地下の記憶
「こっちかな?」
曲がり角の壁から心奏が顔を覗かせる。
心奏は点滴スタンドを引きながら、地下に行くためエレベーターを探していた。
部屋で病院の地図を見たのにも関わらず、心奏は先程からグルグルと同じところを回り続けている。
「おやぁ?神々くん、どうしたんだい?」
「あっ、医者。地下に行ってみようと思って地下に行くエレベーターを探しているんですけど、見当たらなくて……」
医者は心奏の言葉に困ったように笑ったが、心奏の手を引き前を指差した。
「じゃあ、ぼくと一緒に行こうか。エレベーターはこっちだよ〜」
医者がそう言うと心奏は頷いて、もう片方の手で点滴スタンドを引いた。
少し歩くと心奏達はエレベーターの前に着いた。
歩いた時間は心奏が探し回っていた時間の約三分の一ほど。
「医者、ありがとうございました」
「うん。気をつけて行ってきてねぇ。あとちょっとで日も暮れるから早めに部屋に戻ってくださいねぇ」
医者の言葉に心奏は「はい!」と元気よく応えると、エレベーターのボタンを押した。
しばらくして来たエレベーターに心奏はさっそく乗り込み、B1のボタンを押して地下に降りて行くのだった。
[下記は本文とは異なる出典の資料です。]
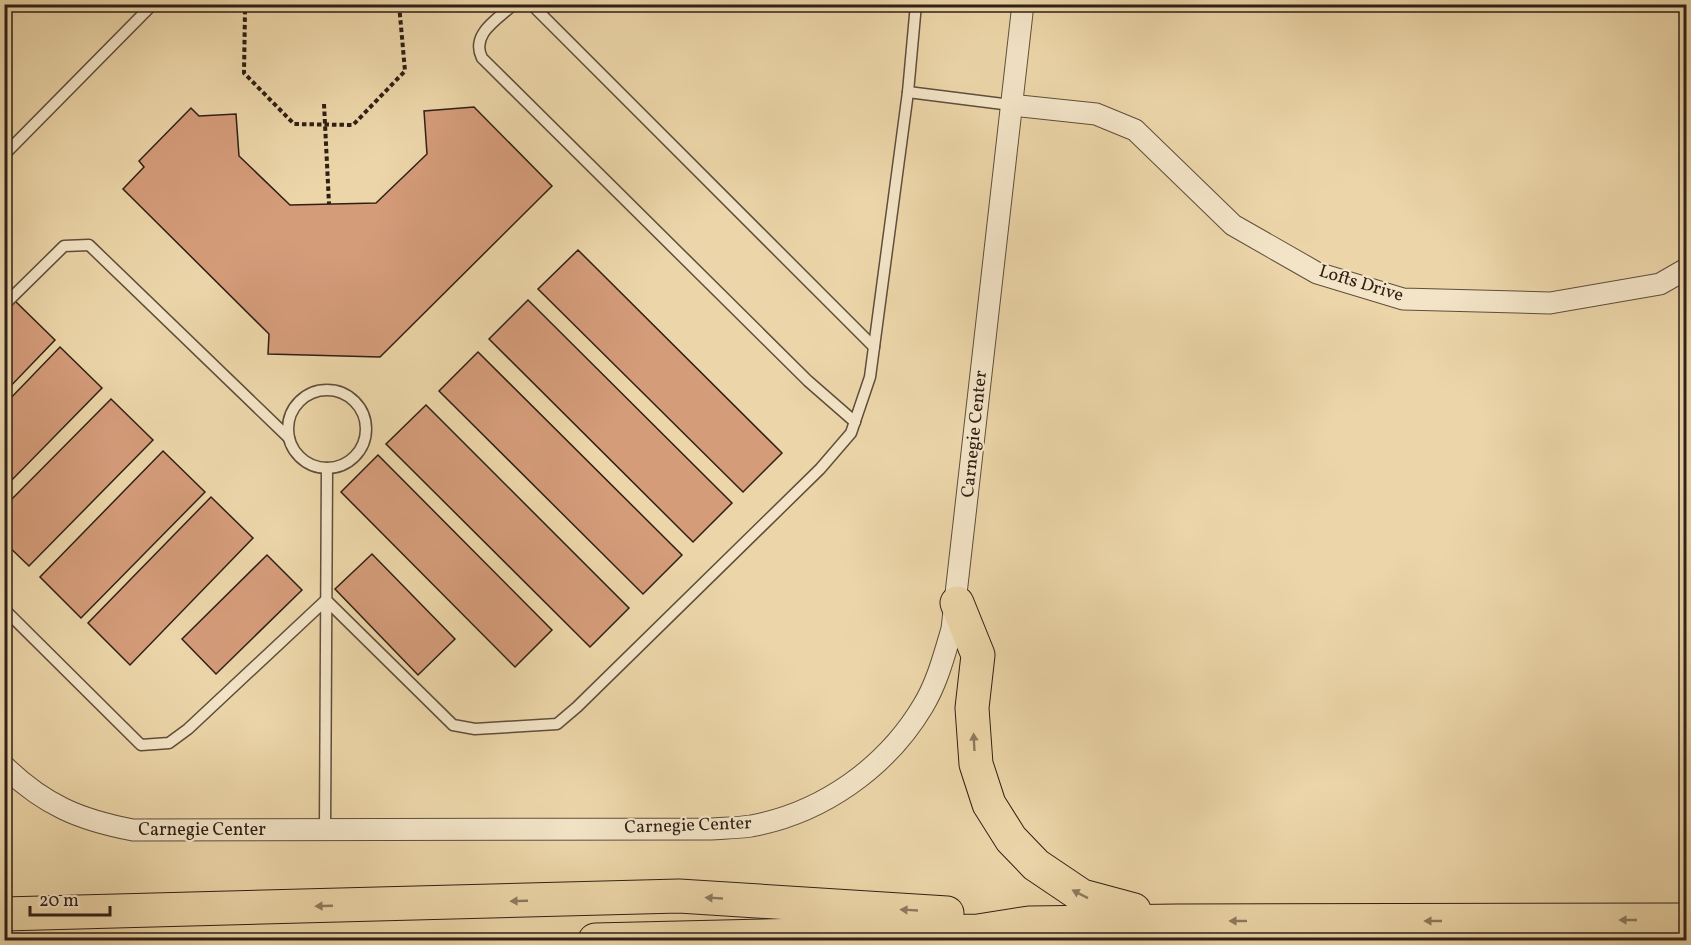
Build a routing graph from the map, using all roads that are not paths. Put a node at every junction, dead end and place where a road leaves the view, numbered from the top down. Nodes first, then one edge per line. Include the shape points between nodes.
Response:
1 (153, 4) edge
2 (514, 4) edge
3 (531, 4) edge
4 (916, 4) edge
5 (1023, 4) edge
6 (908, 92) junction
7 (1011, 105) junction
8 (4, 155) edge
9 (1686, 269) edge
10 (4, 305) edge
11 (874, 347) junction
12 (855, 422) junction
13 (290, 438) junction
14 (327, 468) junction
15 (326, 600) junction
16 (957, 603) junction
17 (4, 609) edge
18 (4, 766) edge
19 (325, 830) junction
20 (4, 914) edge
21 (1686, 920) edge
22 (1177, 921) junction
23 (1029, 923) junction
24 (595, 940) edge

1 - 8 lane
2 - 12 lane via 481,35 478,45 482,58 808,381
3 - 11 lane
4 - 6 lane
5 - 7 street, Carnegie Center
6 - 7 lane
6 - 11 lane
7 - 9 street, Lofts Drive via 1096,114 1135,130 1233,225 1317,273 1403,299 1550,303 1660,284
7 - 16 street, Carnegie Center
10 - 13 lane via 64,246 88,245
11 - 12 lane via 870,377
12 - 15 lane via 851,433 820,469 557,724 475,729 453,725
13 - 14 lane via 302,459
13 - 14 lane via 292,414 308,396 332,390 354,401 362,411 366,438 352,460
14 - 15 lane
15 - 17 lane via 189,729 169,743 141,745
15 - 19 lane
16 - 19 street, Carnegie Center via 940,671 923,706 898,741 871,769 836,794 793,815 751,826 710,829
22 -> 16 highway via 1082,896 1036,865 1011,839 989,804 976,764 972,708 978,655
18 - 19 street, Carnegie Center via 34,792 62,809 97,823 133,831
23 -> 20 highway via 983,915 679,896
21 -> 22 highway
22 - 23 highway
23 - 24 highway via 978,931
地下に降りた心奏は珍しいものを見るかのように目を輝かせ、キョロキョロと辺りを見渡していた。
「病院って色んな所があるんだなぁ」
心奏がそう呟きながら歩いていると、心奏の視線はとある一か所に釘付けになった。
そこから視線を離さず、心奏は駆け足でそこに近づいていく。
その場所の前で心奏は足を止めた。
「ここ……」
霊安室と掲げられているその部屋から、なぜか心奏は目を離せずにいた。
「来たことあるような……」
心奏がそう呟いたとき、心奏の頭に激痛が走った。
思わず頭を抱える心奏の頭の中に知らない記憶が入り込んできた。
白銀の髪。猩々緋色の瞳。クシャッと笑った笑顔。頭を撫でられる感触。看護師や医師達の同情の眼。涙が伝う頬の熱。冷たい空気。そして、身体の外にある真っ赤な心臓。
「き…みは……」
心奏が痛みに耐えながらもそう口にすると、次は夕焼けが心奏の頭の中を埋め尽くした。
頭を押さえながら心奏はエレベーターの方へ走った。
「行かなきゃ…!」
心奏の心が告げていた。
行かなければ後悔する、と。
「おう、こっちじゃこっちじゃ。草柳君、天野君」
志賀が屋上の扉から顔を覗かせた羽音と響彩に声をかけた。
空はもうすでに夕焼け色に染っている。
「何なんすか?急に放課後屋上に来いだなんて。あと、授業中に廊下駆けて行きながら伝えるのやめてもらえます?めっちゃ恥ずかったんですけど……」
羽音が頭を掻きながら言い、志賀の方へ歩いていく。
その後ろを不機嫌な顔をした響彩が続く。
「はっはっは、すまぬすまぬ。急いでおった故、許してはくれぬか?」
志賀が笑いながら言うと、羽音は「今後しねぇなら」と言って志賀の隣に立ち柵に腕を乗せた。
羽音の隣に響彩は立ち、志賀の方を覗き込んだ。
そして羽音と響彩の二人は志賀の話を待つかのように、志賀の顔を見つめた。
「お巫山戯はここまでじゃのう。ここからは真面目な話。心奏について、だ」
ニコッと細めていた目をカッと開き、志賀は二人を交互に見た。
羽音と響彩は、志賀から思わぬ名前が飛び出し目を丸くした。